Public curiosity about CBD is soaring and a new study has the numbers to show it.
Google search rates for the non-intoxicating cannabis derivative are climbing at massive rates, according to research unveiled Wednesday.
Looking at the frequency people typed in “CBD” or the chemical’s full name, “cannabidiol,” the University of California, San Diego and Johns Hopkins University researchers found triple-digit rate increases during recent years.
Search rates grew 126% between 2016 and 2017, then another 160% from 2017 to 2018, the study said.
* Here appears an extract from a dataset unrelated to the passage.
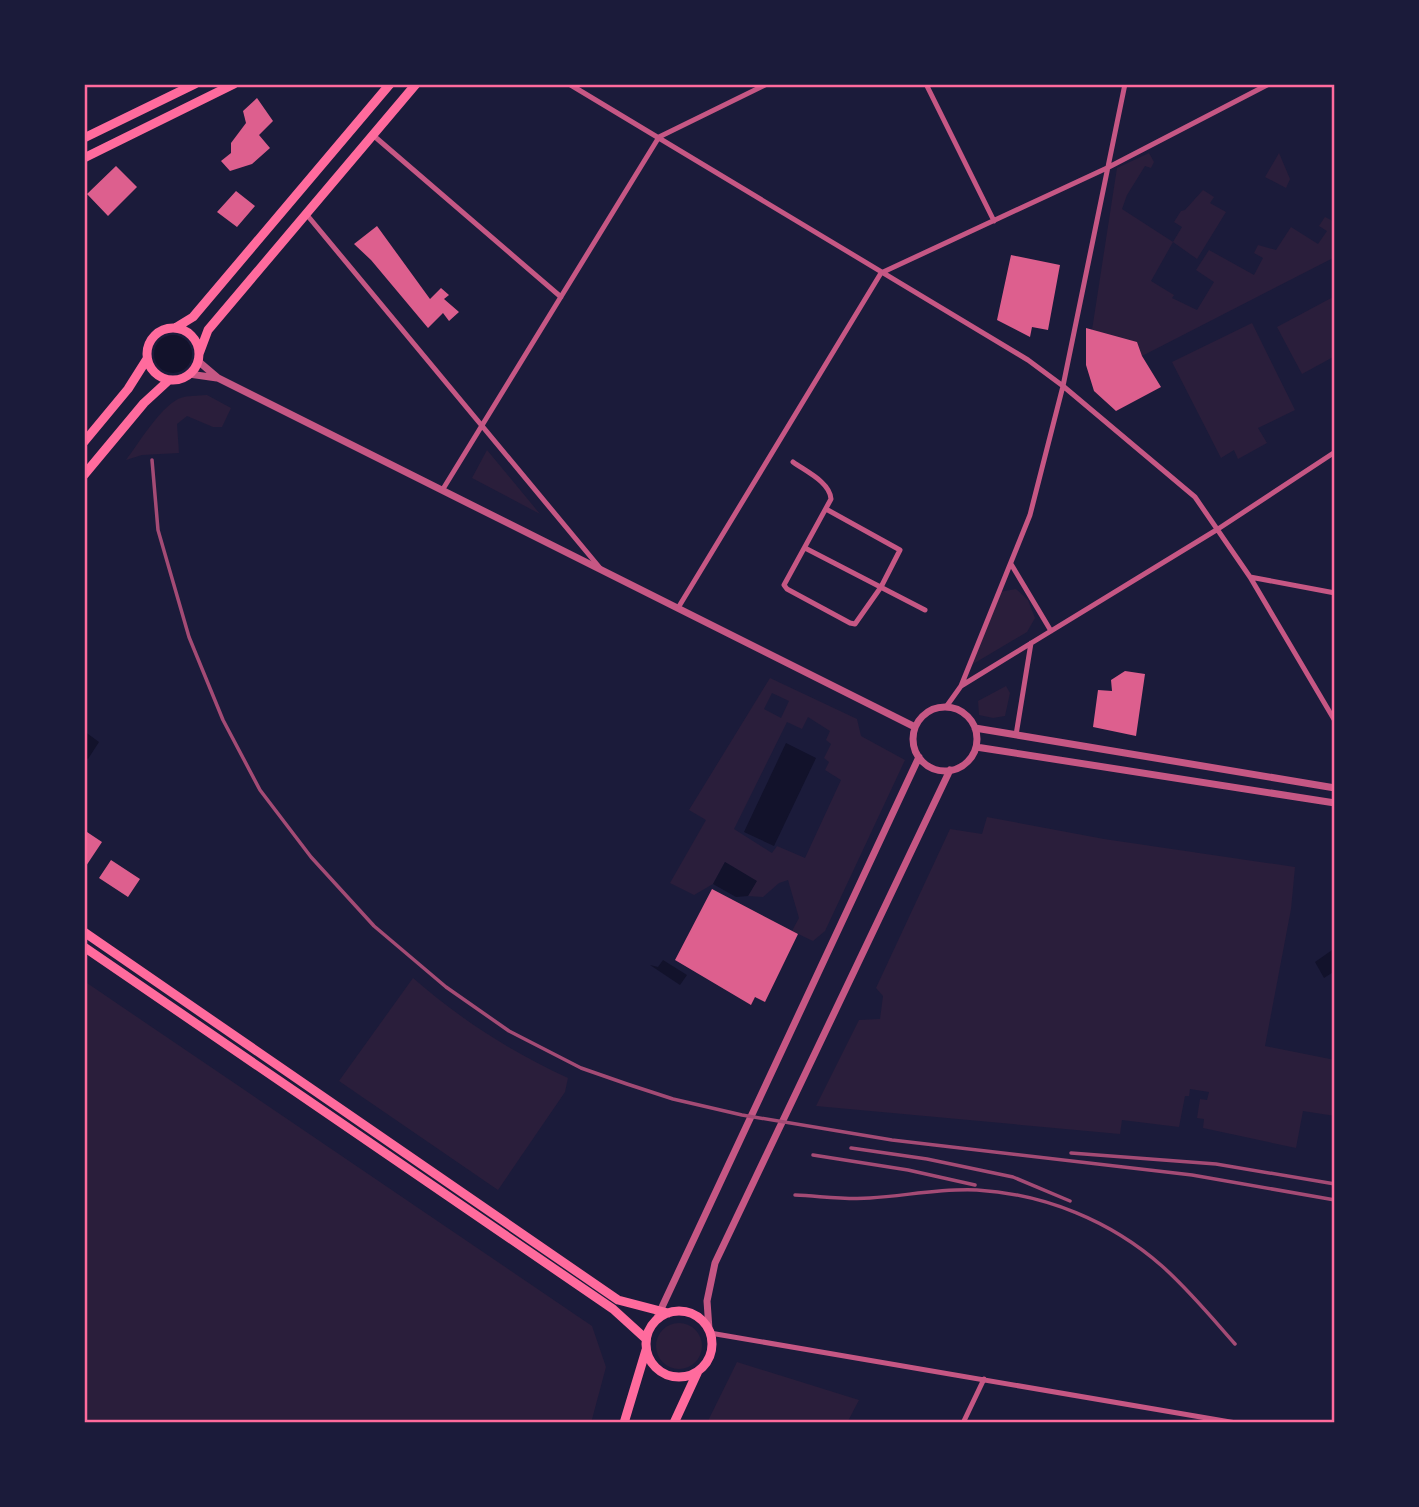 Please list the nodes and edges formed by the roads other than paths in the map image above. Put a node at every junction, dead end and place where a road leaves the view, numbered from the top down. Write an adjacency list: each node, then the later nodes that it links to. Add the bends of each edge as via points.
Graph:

People are estimated to search for “CBD” and “cannabidiol” 117.7% more this year, compared to last year, the researchers added.
Consumers looked up the two terms 6.4 million times in April, the last month researchers collected data. CBD was the fourth-most searched health-related topic that month, the study said. Diet was the most-searched health topic on Google
that month while e-cigarettes were second and yoga was third.
The study noted CBD is “widely promoted as a panacea” even though research on its effects and benefits is still very slim.
“CBD has become insanely popular,” said Dr. John W. Ayers, the study’s co-author and vice chief of innovation at the University of California, San Diego’s Division of Infectious Disease and Global Public Health “Three years ago, there was essentially no one searching about CBD online, but now there are an estimated 6.4 million unique searches each month.”
The upward search trend comes at a time when consumers can buy all sorts of products that include the compound, including CBD-infused oil, jelly beans, bath salts, skin lotion and pet products. It’s even available at your local SoulCycle and other gyms. The retail CBD sales could pass $1 billion this year and get past $10 billion in 2024, according to Hemp Industry Daily, a trade publication covering the market.
Consumers may be buying CBD products, but many are uncertain about them. In fact, a separate study this week found 48% of 2,440 polled participants used CBD but were concerned about its safety.
“Even as this industry has matured, the lack of regulations and accountability is still worrisome,” said Darcie Moran, quality assurance director at Joy Organics, the Fort Collins, Colo.-based CBD products company that commissioned the survey. “Many consumers simply don’t know what they’re putting in their body or which brands to trust.”
Here are some of the basic answers on CBD that consumers should consider.
What is CBD’s legal status?
The 2018 federal Farm Bill legalized hemp, the cannabis plant that can produce CBD. The compound is an active ingredient in one Food and Drug Administration-approved drug to treat epilepsy. And because it is an active ingredient in an FDA-regulated drug, companies cannot put it in food and drinks sold over state lines, or as a dietary supplement. Cosmetics, on the other hand, don’t require premarket FDA approval.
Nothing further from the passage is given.